The fact that a teacher must stop a student who prays audibly or otherwise makes noise during the moment of quiet reflection does not result in excessive government entanglement with religion. There are many times during any given school day when teachers tell their students to be quiet and when audible activity of any kind is not permitted. The fact that this particular period of silence is mandated statewide does not create entanglement problems.

A few short years later, Virginia took their turn. The resulting case, Brown v. Gilmore (2001), was heard and decided by the Fourth Circuit Court of Appeals and the outcome was basically the same. It’s notable for being the first instance I’ve come across of the specific phrasing used by many state legislatures since, including Oklahoma’s.

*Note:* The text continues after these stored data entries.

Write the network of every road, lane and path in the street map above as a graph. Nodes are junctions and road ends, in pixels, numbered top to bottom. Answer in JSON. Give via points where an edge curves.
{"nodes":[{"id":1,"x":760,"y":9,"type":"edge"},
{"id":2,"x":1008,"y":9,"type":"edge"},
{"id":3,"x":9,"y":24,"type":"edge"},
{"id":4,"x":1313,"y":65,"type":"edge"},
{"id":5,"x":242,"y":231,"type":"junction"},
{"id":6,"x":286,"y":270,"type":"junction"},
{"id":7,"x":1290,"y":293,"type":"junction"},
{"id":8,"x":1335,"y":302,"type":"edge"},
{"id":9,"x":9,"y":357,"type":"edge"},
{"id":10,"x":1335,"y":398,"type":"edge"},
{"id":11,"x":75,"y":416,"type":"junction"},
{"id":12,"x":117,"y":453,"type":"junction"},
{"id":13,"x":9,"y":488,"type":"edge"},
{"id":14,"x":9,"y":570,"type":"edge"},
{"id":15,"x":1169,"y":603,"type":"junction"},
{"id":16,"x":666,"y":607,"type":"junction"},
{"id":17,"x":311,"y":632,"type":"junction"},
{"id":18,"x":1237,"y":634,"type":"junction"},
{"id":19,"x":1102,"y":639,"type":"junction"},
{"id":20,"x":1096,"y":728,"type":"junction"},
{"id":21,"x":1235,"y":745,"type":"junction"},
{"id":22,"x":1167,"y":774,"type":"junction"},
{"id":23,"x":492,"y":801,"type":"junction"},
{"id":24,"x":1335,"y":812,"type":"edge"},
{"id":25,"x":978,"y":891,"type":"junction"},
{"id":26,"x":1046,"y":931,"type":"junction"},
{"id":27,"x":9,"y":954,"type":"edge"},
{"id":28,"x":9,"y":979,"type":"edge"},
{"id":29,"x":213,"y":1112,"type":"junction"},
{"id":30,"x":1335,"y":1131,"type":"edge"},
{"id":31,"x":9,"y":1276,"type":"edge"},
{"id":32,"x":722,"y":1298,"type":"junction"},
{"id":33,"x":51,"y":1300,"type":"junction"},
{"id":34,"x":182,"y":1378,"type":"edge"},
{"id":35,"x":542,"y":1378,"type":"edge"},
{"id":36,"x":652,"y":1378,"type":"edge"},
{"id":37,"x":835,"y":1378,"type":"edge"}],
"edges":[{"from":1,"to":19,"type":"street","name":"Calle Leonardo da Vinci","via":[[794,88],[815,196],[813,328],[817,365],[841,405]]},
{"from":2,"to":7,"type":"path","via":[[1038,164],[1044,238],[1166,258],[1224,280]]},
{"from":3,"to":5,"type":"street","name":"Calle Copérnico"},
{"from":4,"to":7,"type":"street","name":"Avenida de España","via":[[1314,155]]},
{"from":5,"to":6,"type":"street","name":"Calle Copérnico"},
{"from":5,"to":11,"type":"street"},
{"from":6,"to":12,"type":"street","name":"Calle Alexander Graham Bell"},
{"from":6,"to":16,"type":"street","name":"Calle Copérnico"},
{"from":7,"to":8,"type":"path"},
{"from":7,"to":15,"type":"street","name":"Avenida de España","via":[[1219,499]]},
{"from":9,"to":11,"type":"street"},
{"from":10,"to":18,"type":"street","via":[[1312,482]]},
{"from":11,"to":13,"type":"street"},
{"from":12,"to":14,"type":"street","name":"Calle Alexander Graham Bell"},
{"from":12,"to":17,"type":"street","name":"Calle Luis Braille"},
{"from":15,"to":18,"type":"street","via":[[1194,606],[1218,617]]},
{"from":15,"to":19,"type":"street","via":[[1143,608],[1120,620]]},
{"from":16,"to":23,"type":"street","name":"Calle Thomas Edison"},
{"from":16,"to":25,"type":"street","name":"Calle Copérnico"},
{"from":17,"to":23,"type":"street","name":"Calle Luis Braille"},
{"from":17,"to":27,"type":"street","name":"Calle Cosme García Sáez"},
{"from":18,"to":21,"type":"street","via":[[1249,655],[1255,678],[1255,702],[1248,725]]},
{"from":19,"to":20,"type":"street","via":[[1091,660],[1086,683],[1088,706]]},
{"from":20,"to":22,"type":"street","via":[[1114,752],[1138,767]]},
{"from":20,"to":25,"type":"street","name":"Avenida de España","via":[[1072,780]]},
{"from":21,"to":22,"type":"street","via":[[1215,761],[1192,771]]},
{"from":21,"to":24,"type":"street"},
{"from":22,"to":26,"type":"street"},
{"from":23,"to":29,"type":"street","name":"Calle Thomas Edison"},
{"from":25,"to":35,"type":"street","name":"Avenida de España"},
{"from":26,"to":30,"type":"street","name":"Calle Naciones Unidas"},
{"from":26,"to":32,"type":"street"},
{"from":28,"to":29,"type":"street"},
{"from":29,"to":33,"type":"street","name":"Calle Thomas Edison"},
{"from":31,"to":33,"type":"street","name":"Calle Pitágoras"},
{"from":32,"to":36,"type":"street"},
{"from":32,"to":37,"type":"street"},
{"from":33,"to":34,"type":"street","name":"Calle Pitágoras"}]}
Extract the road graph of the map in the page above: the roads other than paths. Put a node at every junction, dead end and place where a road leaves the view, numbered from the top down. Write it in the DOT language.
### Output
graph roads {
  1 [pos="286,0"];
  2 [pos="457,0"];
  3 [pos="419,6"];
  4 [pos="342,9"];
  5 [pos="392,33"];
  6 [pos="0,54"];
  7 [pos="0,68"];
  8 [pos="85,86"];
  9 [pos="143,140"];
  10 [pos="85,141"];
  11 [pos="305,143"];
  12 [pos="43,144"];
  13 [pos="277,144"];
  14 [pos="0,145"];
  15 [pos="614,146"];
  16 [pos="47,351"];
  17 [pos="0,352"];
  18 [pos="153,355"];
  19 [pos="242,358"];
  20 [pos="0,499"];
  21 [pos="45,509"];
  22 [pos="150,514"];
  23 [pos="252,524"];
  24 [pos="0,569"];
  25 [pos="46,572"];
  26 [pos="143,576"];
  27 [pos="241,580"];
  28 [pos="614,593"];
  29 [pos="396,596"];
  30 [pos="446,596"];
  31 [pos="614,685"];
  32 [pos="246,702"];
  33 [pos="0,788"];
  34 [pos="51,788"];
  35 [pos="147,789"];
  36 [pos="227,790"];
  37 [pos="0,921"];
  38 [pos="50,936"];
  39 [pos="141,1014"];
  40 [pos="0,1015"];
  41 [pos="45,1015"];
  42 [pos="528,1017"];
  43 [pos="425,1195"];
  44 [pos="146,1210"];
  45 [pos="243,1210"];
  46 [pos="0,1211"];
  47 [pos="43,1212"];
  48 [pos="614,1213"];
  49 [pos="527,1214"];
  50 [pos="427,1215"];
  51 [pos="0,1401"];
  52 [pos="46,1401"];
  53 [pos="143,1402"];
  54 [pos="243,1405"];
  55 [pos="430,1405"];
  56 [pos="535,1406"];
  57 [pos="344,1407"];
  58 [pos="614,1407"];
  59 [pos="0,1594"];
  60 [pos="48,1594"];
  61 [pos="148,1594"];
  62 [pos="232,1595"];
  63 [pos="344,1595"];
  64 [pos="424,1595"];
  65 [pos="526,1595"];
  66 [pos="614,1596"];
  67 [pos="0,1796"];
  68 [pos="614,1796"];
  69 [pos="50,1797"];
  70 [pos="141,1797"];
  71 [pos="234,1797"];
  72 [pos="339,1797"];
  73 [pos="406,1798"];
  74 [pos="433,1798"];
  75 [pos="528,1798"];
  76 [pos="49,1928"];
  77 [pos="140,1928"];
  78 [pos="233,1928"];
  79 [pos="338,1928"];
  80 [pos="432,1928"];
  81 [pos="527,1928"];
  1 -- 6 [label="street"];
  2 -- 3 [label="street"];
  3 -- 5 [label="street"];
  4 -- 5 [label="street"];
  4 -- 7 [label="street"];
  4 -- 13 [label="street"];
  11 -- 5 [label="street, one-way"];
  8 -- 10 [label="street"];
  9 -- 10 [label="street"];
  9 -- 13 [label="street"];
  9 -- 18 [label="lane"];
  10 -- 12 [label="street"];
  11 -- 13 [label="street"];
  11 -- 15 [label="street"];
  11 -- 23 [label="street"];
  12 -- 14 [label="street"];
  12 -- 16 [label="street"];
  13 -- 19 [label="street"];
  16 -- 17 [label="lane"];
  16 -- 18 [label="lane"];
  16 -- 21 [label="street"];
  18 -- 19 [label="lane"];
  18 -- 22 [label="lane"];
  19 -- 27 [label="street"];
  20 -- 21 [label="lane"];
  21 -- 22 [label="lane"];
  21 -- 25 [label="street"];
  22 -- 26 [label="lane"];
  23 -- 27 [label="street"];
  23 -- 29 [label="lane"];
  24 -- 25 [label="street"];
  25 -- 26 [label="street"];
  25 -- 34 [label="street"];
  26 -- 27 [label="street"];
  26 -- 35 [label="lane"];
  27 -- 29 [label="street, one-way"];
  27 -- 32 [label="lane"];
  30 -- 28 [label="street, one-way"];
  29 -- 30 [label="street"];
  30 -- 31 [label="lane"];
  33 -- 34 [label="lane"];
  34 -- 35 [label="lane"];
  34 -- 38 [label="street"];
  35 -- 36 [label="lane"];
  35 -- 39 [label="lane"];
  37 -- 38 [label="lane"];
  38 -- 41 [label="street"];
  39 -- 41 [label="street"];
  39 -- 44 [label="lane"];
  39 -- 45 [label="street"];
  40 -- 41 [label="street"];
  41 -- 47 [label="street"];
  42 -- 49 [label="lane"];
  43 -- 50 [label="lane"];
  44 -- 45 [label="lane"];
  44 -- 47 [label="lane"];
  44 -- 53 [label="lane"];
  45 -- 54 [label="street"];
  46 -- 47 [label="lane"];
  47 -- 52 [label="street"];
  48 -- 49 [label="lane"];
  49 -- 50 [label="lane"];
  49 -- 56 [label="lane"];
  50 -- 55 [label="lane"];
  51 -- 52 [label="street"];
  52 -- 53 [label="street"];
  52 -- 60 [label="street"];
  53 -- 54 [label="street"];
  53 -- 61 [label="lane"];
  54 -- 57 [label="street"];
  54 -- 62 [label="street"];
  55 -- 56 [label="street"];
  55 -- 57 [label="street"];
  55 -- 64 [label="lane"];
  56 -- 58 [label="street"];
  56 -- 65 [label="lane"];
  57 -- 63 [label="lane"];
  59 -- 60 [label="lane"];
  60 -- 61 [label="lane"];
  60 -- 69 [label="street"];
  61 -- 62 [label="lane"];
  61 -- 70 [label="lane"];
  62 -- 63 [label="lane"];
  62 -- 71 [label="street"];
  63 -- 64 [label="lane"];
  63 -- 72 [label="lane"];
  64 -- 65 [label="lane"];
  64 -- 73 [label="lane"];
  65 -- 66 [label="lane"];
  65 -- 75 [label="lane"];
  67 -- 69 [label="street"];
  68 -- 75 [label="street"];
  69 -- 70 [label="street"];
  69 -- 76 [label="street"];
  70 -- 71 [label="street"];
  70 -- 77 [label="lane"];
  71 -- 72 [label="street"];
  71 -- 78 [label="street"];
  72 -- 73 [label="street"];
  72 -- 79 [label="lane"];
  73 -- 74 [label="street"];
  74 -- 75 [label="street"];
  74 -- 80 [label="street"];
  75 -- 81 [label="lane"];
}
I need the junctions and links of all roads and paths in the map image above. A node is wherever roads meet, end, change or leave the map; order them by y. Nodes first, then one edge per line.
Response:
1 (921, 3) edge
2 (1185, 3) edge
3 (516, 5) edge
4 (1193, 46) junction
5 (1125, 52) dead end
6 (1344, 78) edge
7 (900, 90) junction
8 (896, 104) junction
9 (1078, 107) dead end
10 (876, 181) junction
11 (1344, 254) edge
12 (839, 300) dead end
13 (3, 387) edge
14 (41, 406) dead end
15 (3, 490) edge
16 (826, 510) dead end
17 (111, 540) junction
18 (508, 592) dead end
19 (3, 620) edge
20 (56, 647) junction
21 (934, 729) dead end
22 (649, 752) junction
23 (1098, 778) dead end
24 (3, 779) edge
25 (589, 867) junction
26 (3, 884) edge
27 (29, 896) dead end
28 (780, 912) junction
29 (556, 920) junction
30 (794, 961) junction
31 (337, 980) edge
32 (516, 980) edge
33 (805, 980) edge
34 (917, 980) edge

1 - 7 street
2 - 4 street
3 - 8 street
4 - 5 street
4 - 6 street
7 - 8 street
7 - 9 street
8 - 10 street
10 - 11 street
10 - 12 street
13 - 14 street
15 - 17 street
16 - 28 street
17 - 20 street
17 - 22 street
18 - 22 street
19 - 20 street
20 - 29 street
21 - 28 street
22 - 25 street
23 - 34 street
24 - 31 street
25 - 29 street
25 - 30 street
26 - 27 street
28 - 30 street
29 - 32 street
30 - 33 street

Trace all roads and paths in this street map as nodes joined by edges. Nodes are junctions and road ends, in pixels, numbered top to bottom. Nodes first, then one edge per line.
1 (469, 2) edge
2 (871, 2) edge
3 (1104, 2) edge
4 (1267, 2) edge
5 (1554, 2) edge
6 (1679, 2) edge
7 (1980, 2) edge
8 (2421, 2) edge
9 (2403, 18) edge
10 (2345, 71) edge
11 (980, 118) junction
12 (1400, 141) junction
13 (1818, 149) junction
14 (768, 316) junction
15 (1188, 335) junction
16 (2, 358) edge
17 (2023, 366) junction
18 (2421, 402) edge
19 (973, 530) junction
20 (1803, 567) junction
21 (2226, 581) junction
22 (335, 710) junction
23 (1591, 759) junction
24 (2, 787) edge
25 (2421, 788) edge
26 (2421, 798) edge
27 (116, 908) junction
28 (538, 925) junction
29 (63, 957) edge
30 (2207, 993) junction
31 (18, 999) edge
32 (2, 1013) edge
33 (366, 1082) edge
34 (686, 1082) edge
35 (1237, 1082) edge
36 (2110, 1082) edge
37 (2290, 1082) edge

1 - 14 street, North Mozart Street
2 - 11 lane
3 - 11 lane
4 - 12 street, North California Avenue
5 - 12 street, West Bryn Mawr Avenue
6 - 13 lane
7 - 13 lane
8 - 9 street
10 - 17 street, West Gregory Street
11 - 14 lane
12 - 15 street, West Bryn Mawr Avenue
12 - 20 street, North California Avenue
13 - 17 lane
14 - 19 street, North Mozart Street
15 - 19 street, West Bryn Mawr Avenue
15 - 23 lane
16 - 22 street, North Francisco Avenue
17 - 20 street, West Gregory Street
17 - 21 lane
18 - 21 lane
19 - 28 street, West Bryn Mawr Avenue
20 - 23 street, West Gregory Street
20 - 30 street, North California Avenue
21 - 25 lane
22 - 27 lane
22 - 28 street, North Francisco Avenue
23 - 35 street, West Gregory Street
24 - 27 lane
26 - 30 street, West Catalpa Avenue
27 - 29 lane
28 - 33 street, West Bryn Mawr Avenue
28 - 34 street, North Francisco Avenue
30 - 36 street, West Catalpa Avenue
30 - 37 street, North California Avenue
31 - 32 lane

Here’s how Oklahoma’s statute reads, in case you’re curious:

The board of education of each school district shall ensure that the public schools within the district observe approximately one minute of silence each day for the purpose of allowing each student, in the exercise of his or her individual choice, to reflect, meditate, pray, or engage in any other silent activity that does not interfere with, distract, or impede other students in the exercise of their individual choices.

But there’s more…

The Attorney General of the State of Oklahoma is hereby authorized to intervene in any legal proceeding to enforce the provisions of this act and shall represent any school district or employee named as a defendant therein.

Ha! Defensive, much?

Several similar cases have produced comparable results in other federal courts. They each have their own quirks, but the pattern is clear. 

With the sudden national lurch to the right (and away from even token concern with civil liberties or the sincerity of inflicted faith), it remains to be seen what may come next. For now, however, the “moment of silence” – a pointless exercise designed only to allow legislators to walk right up to that line separating church and state and kick dirt on its trousers – is on solid constitutional ground. 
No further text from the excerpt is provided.